───── INPUT RECORDS

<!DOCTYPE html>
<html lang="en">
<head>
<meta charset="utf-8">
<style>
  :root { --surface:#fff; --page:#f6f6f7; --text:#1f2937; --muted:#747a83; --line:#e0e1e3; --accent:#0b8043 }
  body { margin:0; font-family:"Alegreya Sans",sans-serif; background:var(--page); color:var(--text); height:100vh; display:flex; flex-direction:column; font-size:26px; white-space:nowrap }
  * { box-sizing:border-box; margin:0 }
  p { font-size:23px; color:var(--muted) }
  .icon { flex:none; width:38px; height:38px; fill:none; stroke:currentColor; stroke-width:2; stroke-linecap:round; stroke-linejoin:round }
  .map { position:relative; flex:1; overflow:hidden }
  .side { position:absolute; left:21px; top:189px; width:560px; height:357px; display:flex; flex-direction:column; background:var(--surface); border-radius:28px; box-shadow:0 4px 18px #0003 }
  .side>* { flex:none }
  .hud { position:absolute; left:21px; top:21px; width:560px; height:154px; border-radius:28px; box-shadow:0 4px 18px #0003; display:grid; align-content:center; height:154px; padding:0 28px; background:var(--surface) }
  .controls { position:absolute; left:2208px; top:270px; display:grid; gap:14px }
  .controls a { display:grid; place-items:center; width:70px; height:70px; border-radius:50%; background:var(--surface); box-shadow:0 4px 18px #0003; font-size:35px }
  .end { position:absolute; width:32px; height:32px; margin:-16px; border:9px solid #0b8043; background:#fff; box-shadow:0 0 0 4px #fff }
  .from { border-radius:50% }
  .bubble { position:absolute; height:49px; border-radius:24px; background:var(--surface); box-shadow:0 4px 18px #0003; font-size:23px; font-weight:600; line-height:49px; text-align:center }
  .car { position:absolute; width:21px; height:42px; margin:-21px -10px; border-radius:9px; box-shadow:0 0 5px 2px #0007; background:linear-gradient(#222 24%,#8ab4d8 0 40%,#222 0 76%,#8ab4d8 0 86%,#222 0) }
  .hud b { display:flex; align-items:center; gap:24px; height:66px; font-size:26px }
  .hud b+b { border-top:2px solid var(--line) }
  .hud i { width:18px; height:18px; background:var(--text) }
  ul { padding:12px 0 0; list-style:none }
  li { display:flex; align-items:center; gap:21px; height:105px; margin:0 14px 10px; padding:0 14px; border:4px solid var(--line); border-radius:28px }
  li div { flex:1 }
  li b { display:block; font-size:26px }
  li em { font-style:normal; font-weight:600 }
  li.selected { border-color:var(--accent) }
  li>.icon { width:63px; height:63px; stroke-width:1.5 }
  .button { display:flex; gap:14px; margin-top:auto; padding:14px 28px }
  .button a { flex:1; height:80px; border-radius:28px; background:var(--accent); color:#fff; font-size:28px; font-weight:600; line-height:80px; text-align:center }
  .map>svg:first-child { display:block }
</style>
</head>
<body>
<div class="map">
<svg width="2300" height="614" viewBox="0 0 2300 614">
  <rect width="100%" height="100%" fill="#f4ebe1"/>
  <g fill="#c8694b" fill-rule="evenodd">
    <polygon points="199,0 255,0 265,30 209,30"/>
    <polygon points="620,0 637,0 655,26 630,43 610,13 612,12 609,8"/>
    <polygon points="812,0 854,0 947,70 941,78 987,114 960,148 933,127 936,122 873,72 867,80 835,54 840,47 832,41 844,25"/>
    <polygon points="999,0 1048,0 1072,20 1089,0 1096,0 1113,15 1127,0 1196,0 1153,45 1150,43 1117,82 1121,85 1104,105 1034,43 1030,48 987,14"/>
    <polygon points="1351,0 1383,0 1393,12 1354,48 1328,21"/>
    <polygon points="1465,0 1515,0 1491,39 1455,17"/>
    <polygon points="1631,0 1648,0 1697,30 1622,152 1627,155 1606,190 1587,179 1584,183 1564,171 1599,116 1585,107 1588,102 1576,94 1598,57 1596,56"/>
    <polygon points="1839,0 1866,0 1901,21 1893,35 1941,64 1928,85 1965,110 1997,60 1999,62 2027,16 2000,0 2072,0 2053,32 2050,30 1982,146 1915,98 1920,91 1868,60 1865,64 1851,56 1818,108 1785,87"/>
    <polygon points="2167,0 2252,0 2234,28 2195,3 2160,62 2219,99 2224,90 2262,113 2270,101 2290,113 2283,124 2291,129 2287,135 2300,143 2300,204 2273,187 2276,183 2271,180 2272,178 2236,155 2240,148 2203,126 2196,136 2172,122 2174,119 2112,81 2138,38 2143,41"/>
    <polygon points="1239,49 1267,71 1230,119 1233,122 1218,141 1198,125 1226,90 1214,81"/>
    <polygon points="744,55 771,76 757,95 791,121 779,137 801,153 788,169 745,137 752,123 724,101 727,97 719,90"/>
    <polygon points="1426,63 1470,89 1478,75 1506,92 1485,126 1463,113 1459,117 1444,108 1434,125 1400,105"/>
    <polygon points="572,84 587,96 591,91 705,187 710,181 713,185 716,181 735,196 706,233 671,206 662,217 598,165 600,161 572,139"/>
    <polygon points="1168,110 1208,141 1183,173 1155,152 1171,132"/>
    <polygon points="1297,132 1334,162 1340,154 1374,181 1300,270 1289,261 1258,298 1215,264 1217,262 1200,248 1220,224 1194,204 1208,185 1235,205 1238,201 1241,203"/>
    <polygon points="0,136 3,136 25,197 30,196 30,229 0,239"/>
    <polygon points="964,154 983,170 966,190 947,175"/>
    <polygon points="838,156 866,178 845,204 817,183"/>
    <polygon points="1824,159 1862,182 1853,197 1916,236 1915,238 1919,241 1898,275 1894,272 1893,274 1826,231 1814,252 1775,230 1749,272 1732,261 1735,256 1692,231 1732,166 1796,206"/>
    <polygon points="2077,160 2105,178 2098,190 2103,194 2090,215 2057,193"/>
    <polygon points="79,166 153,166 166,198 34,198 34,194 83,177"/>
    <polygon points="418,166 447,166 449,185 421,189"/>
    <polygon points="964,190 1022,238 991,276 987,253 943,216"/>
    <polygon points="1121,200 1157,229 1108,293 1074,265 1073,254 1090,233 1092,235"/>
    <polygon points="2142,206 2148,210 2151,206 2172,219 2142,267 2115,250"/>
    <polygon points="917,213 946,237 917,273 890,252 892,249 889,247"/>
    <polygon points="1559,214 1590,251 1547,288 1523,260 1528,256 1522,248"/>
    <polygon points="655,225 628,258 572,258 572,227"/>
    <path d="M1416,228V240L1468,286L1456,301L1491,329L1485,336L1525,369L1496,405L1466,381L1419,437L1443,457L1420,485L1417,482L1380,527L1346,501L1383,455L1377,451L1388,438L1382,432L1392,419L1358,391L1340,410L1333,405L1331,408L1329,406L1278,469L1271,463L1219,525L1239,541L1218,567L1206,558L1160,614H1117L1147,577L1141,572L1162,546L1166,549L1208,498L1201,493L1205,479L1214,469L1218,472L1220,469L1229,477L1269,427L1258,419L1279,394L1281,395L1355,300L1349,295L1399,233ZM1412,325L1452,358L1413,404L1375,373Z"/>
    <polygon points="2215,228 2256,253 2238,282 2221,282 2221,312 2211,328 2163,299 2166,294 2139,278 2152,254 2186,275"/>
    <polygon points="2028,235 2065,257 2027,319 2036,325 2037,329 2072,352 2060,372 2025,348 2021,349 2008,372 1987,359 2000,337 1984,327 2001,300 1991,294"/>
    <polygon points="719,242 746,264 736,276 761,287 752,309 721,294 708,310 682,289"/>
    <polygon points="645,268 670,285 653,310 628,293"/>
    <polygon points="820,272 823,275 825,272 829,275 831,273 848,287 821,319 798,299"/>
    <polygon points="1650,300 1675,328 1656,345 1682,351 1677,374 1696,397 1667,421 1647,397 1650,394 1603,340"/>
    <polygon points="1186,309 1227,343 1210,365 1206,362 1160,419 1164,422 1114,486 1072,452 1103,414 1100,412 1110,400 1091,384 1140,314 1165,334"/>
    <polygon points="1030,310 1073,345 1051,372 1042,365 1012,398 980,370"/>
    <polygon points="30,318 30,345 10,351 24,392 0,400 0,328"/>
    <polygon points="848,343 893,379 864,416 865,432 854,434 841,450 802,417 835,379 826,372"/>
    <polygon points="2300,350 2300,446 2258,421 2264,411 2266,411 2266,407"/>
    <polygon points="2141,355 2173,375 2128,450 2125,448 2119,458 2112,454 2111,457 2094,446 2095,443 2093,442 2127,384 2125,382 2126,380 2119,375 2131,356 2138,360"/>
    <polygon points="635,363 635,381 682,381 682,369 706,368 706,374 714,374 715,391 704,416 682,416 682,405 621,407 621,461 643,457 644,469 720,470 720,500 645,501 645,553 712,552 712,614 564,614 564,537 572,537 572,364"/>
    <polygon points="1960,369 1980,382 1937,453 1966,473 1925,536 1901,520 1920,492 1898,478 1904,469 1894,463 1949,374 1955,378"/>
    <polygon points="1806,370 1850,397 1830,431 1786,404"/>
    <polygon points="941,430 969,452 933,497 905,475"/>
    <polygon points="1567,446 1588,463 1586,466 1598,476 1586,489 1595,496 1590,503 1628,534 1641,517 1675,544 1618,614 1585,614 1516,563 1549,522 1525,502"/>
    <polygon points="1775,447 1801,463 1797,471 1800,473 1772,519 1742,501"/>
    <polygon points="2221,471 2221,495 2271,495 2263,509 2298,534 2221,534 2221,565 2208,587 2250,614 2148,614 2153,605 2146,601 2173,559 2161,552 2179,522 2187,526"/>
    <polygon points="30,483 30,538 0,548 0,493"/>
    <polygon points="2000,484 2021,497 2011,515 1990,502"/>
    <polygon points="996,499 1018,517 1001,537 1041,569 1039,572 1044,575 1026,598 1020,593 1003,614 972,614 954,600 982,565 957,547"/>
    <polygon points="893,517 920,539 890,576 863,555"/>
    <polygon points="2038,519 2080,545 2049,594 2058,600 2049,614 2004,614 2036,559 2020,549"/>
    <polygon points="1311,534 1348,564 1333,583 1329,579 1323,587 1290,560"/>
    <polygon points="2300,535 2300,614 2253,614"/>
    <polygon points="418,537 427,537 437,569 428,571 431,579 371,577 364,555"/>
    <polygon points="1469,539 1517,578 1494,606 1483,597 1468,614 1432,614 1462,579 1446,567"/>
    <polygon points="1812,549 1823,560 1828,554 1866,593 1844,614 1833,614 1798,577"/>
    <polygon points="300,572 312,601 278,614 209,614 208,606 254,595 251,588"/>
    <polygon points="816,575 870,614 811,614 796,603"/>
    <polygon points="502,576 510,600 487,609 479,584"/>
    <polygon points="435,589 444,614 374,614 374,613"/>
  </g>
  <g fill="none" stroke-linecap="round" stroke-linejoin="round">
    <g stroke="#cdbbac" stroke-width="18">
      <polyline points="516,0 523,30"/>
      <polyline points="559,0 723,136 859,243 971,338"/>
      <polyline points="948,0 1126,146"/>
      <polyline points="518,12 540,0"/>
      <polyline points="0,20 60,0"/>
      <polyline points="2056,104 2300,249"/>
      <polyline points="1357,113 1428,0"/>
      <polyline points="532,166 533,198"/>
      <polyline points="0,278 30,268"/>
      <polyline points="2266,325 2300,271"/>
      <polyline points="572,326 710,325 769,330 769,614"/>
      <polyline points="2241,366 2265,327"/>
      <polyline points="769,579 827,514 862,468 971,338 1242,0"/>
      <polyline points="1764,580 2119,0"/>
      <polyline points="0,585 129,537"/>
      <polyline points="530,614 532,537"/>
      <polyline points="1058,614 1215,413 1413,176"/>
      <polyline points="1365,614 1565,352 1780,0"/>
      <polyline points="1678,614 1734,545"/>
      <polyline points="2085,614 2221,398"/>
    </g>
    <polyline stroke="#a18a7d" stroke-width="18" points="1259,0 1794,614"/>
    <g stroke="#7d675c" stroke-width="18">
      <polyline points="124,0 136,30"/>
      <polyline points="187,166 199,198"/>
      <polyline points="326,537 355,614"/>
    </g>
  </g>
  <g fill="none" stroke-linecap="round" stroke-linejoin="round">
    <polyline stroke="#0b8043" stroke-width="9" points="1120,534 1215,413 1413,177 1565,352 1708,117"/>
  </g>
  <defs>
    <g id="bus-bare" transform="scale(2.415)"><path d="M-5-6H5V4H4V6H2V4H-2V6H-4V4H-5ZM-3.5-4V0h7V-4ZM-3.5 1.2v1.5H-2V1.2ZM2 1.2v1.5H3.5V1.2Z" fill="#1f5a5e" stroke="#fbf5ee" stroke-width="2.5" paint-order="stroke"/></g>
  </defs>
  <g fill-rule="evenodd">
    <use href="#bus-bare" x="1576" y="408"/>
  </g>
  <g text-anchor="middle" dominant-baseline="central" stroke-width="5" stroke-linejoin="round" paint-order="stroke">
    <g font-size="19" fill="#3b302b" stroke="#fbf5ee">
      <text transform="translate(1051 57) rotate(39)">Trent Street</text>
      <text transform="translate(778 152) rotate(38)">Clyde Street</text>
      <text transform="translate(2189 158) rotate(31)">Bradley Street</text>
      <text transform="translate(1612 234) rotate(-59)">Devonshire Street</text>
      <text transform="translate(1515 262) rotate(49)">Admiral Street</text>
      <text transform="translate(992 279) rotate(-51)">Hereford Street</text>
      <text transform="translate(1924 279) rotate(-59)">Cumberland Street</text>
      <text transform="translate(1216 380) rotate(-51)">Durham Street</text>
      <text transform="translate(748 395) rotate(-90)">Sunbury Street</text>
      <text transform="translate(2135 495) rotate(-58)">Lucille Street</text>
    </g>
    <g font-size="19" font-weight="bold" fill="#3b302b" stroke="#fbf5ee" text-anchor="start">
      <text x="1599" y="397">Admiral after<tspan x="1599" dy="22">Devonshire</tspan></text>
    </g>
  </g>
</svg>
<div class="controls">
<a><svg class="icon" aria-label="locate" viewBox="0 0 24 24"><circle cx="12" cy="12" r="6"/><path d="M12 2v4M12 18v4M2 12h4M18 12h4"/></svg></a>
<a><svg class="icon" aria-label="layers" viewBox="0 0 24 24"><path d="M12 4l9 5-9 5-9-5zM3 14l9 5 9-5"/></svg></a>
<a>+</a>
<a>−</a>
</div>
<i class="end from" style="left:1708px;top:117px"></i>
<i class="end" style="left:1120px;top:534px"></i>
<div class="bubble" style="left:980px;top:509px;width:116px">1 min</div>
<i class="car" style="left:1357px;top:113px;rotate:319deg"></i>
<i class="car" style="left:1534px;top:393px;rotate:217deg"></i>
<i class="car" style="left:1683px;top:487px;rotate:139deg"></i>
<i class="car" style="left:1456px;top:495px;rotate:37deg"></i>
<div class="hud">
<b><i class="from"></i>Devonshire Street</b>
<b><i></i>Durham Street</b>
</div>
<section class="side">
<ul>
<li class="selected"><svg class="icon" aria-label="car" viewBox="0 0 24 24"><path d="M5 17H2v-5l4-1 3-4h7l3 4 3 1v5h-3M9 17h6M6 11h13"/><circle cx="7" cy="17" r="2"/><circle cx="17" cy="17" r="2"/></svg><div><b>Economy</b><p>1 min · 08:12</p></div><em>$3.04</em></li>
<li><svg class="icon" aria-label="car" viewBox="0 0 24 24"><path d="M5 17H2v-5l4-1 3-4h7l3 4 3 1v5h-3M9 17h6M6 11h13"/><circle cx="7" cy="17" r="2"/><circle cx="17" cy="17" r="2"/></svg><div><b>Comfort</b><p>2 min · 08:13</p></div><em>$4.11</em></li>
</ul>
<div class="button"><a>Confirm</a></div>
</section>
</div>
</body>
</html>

──────────

■ **TASK TO COMPLETE**
The first line of the entries above and every line after it, up to and including the line with "--surface:#fff; --page:#f6f6f7; --text:#1f2937;", should be set down exactly.

■ **SOLUTION BELOW**
<!DOCTYPE html>
<html lang="en">
<head>
<meta charset="utf-8">
<style>
  :root { --surface:#fff; --page:#f6f6f7; --text:#1f2937; --muted:#747a83; --line:#e0e1e3; --accent:#0b8043 }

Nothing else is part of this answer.